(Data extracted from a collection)

· · · ·

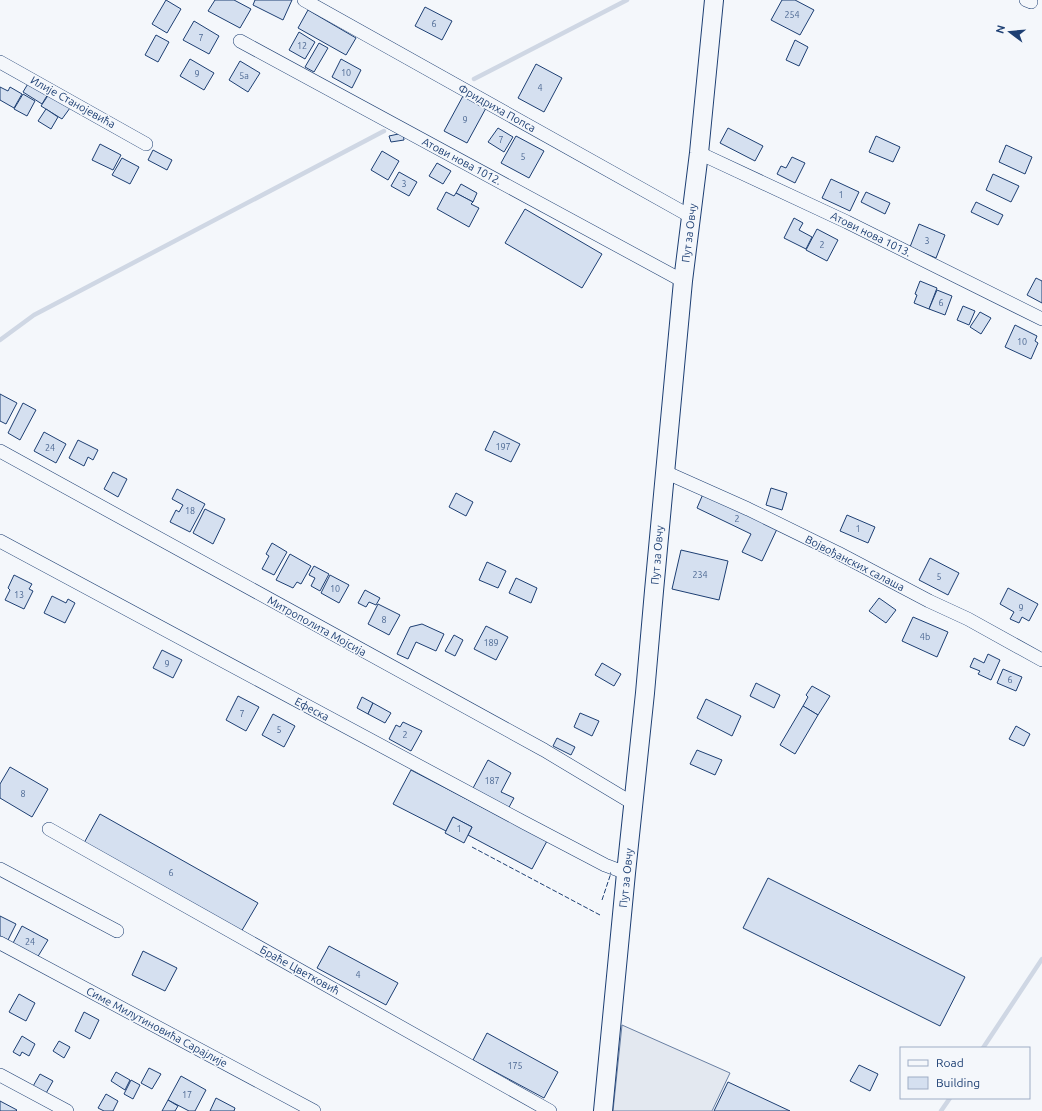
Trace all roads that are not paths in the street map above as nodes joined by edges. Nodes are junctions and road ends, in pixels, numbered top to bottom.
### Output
1 (304, 0) edge
2 (714, 0) edge
3 (240, 41) dead end
4 (0, 62) edge
5 (146, 144) dead end
6 (699, 153) junction
7 (690, 216) junction
8 (683, 281) junction
9 (1042, 319) edge
10 (0, 451) edge
11 (665, 472) junction
12 (0, 541) edge
13 (1042, 660) edge
14 (634, 804) junction
15 (49, 829) dead end
16 (0, 869) edge
17 (626, 873) junction
18 (117, 931) dead end
19 (0, 943) edge
20 (0, 1075) edge
21 (67, 1111) edge
22 (314, 1111) edge
23 (550, 1111) edge
24 (603, 1111) edge

1 - 7 street, Фридриха Попса
2 - 6 street, Пут за Овчу
3 - 8 street, Атови нова 1012.
4 - 5 street, Илије Станојевића
6 - 7 street, Пут за Овчу
6 - 9 street, Атови нова 1013.
7 - 8 street, Пут за Овчу
8 - 11 street, Пут за Овчу
10 - 14 street, Митрополита Мојсија
11 - 13 street, Војвођанских салаша
11 - 14 street, Пут за Овчу
12 - 17 street, Ефеска
14 - 17 street, Пут за Овчу
15 - 23 street, Браће Цветковић
16 - 18 street
17 - 24 street, Пут за Овчу
19 - 22 street, Симе Милутиновића Сарајлије
20 - 21 street

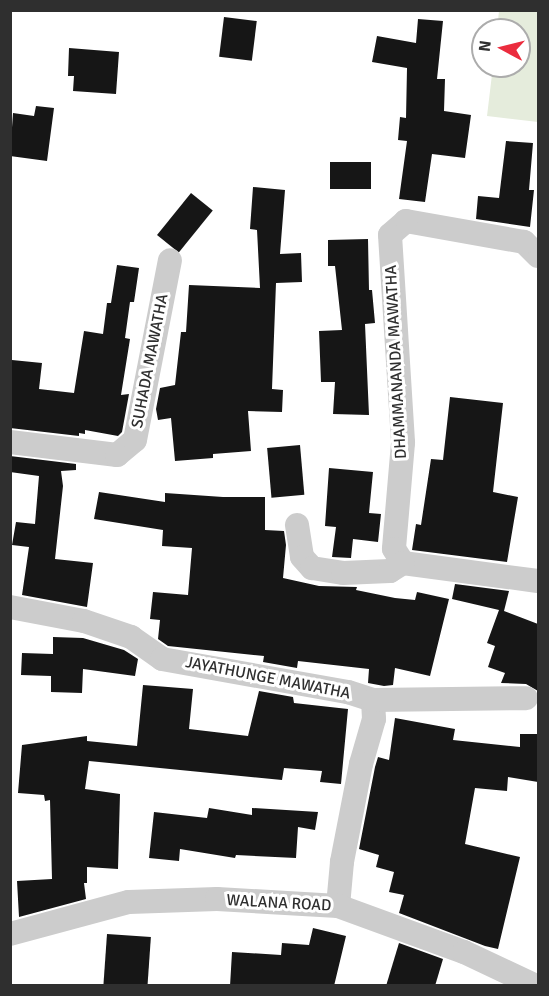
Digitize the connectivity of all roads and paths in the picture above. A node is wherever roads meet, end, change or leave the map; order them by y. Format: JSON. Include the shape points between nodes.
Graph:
{"nodes":[{"id":1,"x":531,"y":249,"type":"edge"},
{"id":2,"x":170,"y":260,"type":"dead end"},
{"id":3,"x":10,"y":442,"type":"edge"},
{"id":4,"x":297,"y":525,"type":"dead end"},
{"id":5,"x":403,"y":563,"type":"junction"},
{"id":6,"x":538,"y":582,"type":"edge"},
{"id":7,"x":10,"y":607,"type":"edge"},
{"id":8,"x":526,"y":698,"type":"dead end"},
{"id":9,"x":373,"y":700,"type":"junction"},
{"id":10,"x":338,"y":906,"type":"junction"},
{"id":11,"x":10,"y":934,"type":"edge"},
{"id":12,"x":536,"y":986,"type":"edge"}],
"edges":[{"from":1,"to":5,"type":"street","name":"DHAMMANANDA MAWATHA","via":[[406,220],[390,235],[403,443],[394,549]]},
{"from":2,"to":3,"type":"street","name":"SUHADA MAWATHA","via":[[135,440],[117,455]]},
{"from":4,"to":5,"type":"street","via":[[302,557],[312,568],[343,573],[390,571]]},
{"from":5,"to":6,"type":"street"},
{"from":7,"to":9,"type":"street","name":"JAYATHUNGE MAWATHA","via":[[84,621],[131,638],[162,659],[348,692]]},
{"from":8,"to":9,"type":"street","name":"JAYATHUNGE MAWATHA"},
{"from":9,"to":10,"type":"street","name":"JAYATHUNGE MAWATHA","via":[[374,719],[348,829]]},
{"from":10,"to":11,"type":"street","name":"WALANA ROAD","via":[[218,899],[129,903]]},
{"from":10,"to":12,"type":"street","name":"WALANA ROAD","via":[[464,952]]}]}
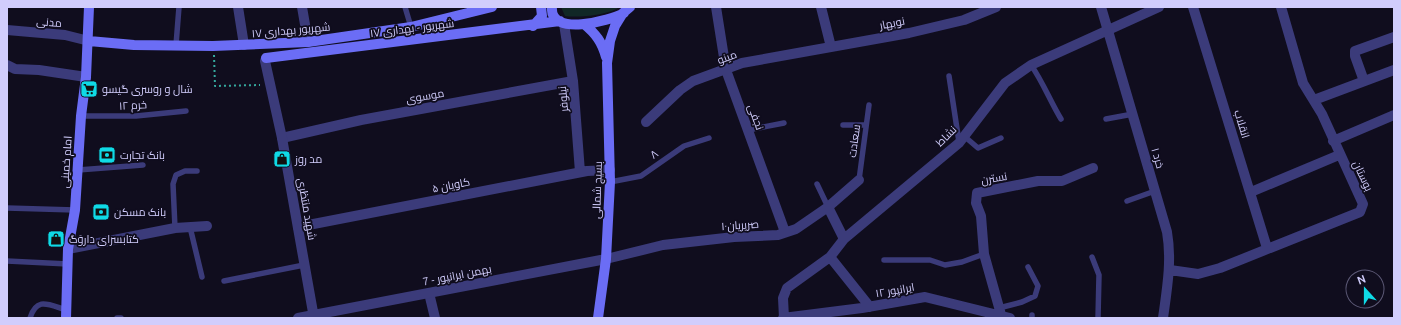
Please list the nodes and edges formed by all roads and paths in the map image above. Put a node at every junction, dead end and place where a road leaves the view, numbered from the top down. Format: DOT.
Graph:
graph roads {
  1 [pos="89,7"];
  2 [pos="179,7"];
  3 [pos="238,7"];
  4 [pos="302,7"];
  5 [pos="405,7"];
  6 [pos="492,7"];
  7 [pos="542,7"];
  8 [pos="552,7"];
  9 [pos="716,7"];
  10 [pos="821,7"];
  11 [pos="996,7"];
  12 [pos="1101,7"];
  13 [pos="1158,7"];
  14 [pos="1193,7"];
  15 [pos="1282,7"];
  16 [pos="627,10"];
  17 [pos="562,23"];
  18 [pos="584,24"];
  19 [pos="533,26"];
  20 [pos="411,27"];
  21 [pos="7,30"];
  22 [pos="1109,31"];
  23 [pos="1394,36"];
  24 [pos="89,40"];
  25 [pos="308,42"];
  26 [pos="176,44"];
  27 [pos="244,45"];
  28 [pos="213,46"];
  29 [pos="831,47"];
  30 [pos="266,58"];
  31 [pos="607,63"];
  32 [pos="7,65"];
  33 [pos="1031,65"];
  34 [pos="726,70"];
  35 [pos="1394,70"];
  36 [pos="949,76"];
  37 [pos="86,77"];
  38 [pos="573,81"];
  39 [pos="1364,81"];
  40 [pos="271,84"];
  41 [pos="1314,100"];
  42 [pos="869,105"];
  43 [pos="186,111"];
  44 [pos="1133,114"];
  45 [pos="1394,115"];
  46 [pos="81,116"];
  47 [pos="1061,119"];
  48 [pos="1106,119"];
  49 [pos="646,122"];
  50 [pos="784,123"];
  51 [pos="866,125"];
  52 [pos="843,126"];
  53 [pos="748,130"];
  54 [pos="282,138"];
  55 [pos="709,138"];
  56 [pos="1001,138"];
  57 [pos="962,139"];
  58 [pos="1334,141"];
  59 [pos="1340,154"];
  60 [pos="143,165"];
  61 [pos="1093,168"];
  62 [pos="78,170"];
  63 [pos="610,170"];
  64 [pos="197,171"];
  65 [pos="580,172"];
  66 [pos="859,180"];
  67 [pos="610,182"];
  68 [pos="817,184"];
  69 [pos="1155,191"];
  70 [pos="1251,192"];
  71 [pos="1127,201"];
  72 [pos="828,207"];
  73 [pos="7,208"];
  74 [pos="75,210"];
  75 [pos="207,226"];
  76 [pos="190,227"];
  77 [pos="298,227"];
  78 [pos="174,228"];
  79 [pos="785,232"];
  80 [pos="844,239"];
  81 [pos="1267,248"];
  82 [pos="68,249"];
  83 [pos="984,254"];
  84 [pos="830,257"];
  85 [pos="1092,257"];
  86 [pos="606,259"];
  87 [pos="884,260"];
  88 [pos="7,261"];
  89 [pos="69,264"];
  90 [pos="304,265"];
  91 [pos="1028,267"];
  92 [pos="1170,270"];
  93 [pos="202,277"];
  94 [pos="224,280"];
  95 [pos="429,293"];
  96 [pos="870,307"];
  97 [pos="66,314"];
  98 [pos="837,315"];
  99 [pos="1003,315"];
  100 [pos="313,317"];
  101 [pos="30,318"];
  102 [pos="117,318"];
  103 [pos="121,318"];
  104 [pos="298,318"];
  105 [pos="435,318"];
  106 [pos="598,318"];
  107 [pos="784,318"];
  108 [pos="1098,318"];
  109 [pos="1163,318"];
  1 -- 24 [label="main road, امام خمینی"];
  2 -- 26 [label="lane"];
  3 -- 27 [label="street"];
  4 -- 25 [label="street"];
  5 -- 20 [label="lane"];
  6 -- 20 [label="main road, ۱۷ شهریور بهداری"];
  7 -- 19 [label="main road"];
  8 -- 17 [label="main road"];
  9 -- 34 [label="street, نجفی"];
  10 -- 29 [label="street"];
  11 -- 29 [label="street, نوبهار"];
  12 -- 22 [label="street, خرد ۱"];
  13 -- 22 [label="street, نشاط"];
  14 -- 70 [label="street, انقلاب"];
  15 -- 41 [label="street, بوستان"];
  16 -- 18 [label="main road, ۱۷ شهریور - بهداری"];
  16 -- 31 [label="main road, بسیج شمالی"];
  17 -- 18 [label="main road, ۱۷ شهریور - بهداری"];
  17 -- 19 [label="main road, ۱۷ شهریور - بهداری"];
  17 -- 38 [label="street, نیلوفر"];
  18 -- 31 [label="main road, بسیج شمالی"];
  19 -- 30 [label="main road, ۱۷ شهریور - بهداری"];
  20 -- 25 [label="main road, ۱۷ شهریور بهداری"];
  21 -- 24 [label="street, مدنی"];
  22 -- 33 [label="street, نشاط"];
  22 -- 44 [label="street, خرد ۱"];
  23 -- 39 [label="street"];
  24 -- 26 [label="main road, ۱۷ شهریور بهداری"];
  24 -- 37 [label="main road, امام خمینی"];
  25 -- 27 [label="main road, ۱۷ شهریور بهداری"];
  26 -- 28 [label="main road, ۱۷ شهریور بهداری"];
  27 -- 28 [label="main road, ۱۷ شهریور بهداری"];
  28 -- 40 [label="path"];
  29 -- 34 [label="street, مینو"];
  30 -- 40 [label="street, شهید منتظری"];
  31 -- 63 [label="main road, بسیج شمالی"];
  32 -- 37 [label="street"];
  33 -- 47 [label="lane"];
  33 -- 57 [label="street, نشاط"];
  34 -- 49 [label="street, مینو"];
  34 -- 53 [label="street, نجفی"];
  35 -- 39 [label="street"];
  36 -- 57 [label="lane"];
  37 -- 46 [label="main road, امام خمینی"];
  38 -- 54 [label="street, موسوی"];
  38 -- 65 [label="street, نیلوفر"];
  39 -- 41 [label="street"];
  40 -- 54 [label="street, شهید منتظری"];
  41 -- 58 [label="street, بوستان"];
  42 -- 51 [label="lane, سعادت"];
  43 -- 46 [label="lane, خرم ۱۲"];
  44 -- 48 [label="lane"];
  44 -- 69 [label="street, خرد ۱"];
  45 -- 58 [label="street"];
  46 -- 62 [label="main road, امام خمینی"];
  50 -- 53 [label="lane"];
  51 -- 52 [label="lane"];
  51 -- 66 [label="lane, سعادت"];
  53 -- 79 [label="street, نجفی"];
  54 -- 77 [label="street, شهید منتظری"];
  55 -- 67 [label="lane, ۸"];
  56 -- 57 [label="lane"];
  57 -- 80 [label="street, نشاط"];
  58 -- 59 [label="street, بوستان"];
  59 -- 70 [label="street"];
  59 -- 81 [label="street, بوستان"];
  60 -- 62 [label="lane"];
  61 -- 83 [label="street, نسترن"];
  62 -- 74 [label="main road, امام خمینی"];
  63 -- 65 [label="street, کاویان ۵"];
  63 -- 67 [label="main road, بسیج شمالی"];
  64 -- 78 [label="lane"];
  65 -- 77 [label="street, کاویان ۵"];
  66 -- 72 [label="street, صریریان۱۰"];
  67 -- 86 [label="main road, بسیج شمالی"];
  68 -- 72 [label="lane"];
  69 -- 71 [label="lane"];
  69 -- 92 [label="street, خرد ۱"];
  70 -- 81 [label="street, انقلاب"];
  72 -- 79 [label="street, صریریان۱۰"];
  72 -- 80 [label="street"];
  73 -- 74 [label="lane"];
  74 -- 82 [label="main road, امام خمینی"];
  75 -- 76 [label="street"];
  76 -- 78 [label="street"];
  76 -- 93 [label="lane"];
  77 -- 90 [label="street, شهید منتظری"];
  78 -- 82 [label="street"];
  79 -- 86 [label="street, صریریان۱۰"];
  80 -- 84 [label="street, نشاط"];
  81 -- 92 [label="street, بوستان"];
  82 -- 89 [label="main road, امام خمینی"];
  83 -- 87 [label="lane"];
  83 -- 99 [label="street, نسترن"];
  84 -- 96 [label="street"];
  84 -- 107 [label="street, نشاط"];
  85 -- 108 [label="lane"];
  86 -- 95 [label="street, بهمن ایرانپور - 7"];
  86 -- 106 [label="main road, بسیج شمالی"];
  88 -- 89 [label="lane"];
  89 -- 97 [label="main road, امام خمینی"];
  90 -- 94 [label="lane"];
  90 -- 100 [label="street, شهید منتظری"];
  91 -- 99 [label="lane"];
  92 -- 109 [label="street, خرد ۱"];
  95 -- 100 [label="street, بهمن ایرانپور - 7"];
  95 -- 105 [label="street"];
  96 -- 98 [label="street, ایرانپور ۱۲"];
  96 -- 99 [label="street, ایرانپور ۱۲"];
  97 -- 101 [label="lane"];
  98 -- 107 [label="street, ایرانپور ۱۲"];
  100 -- 104 [label="street, بهمن ایرانپور - 7"];
  102 -- 103 [label="lane"];
}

· · · ·

| Problem details |
Report back every line of the entries in which "WALANA" occurs.

| Answer box |
{"from":10,"to":11,"type":"street","name":"WALANA ROAD","via":[[218,899],[129,903]]},
{"from":10,"to":12,"type":"street","name":"WALANA ROAD","via":[[464,952]]}]}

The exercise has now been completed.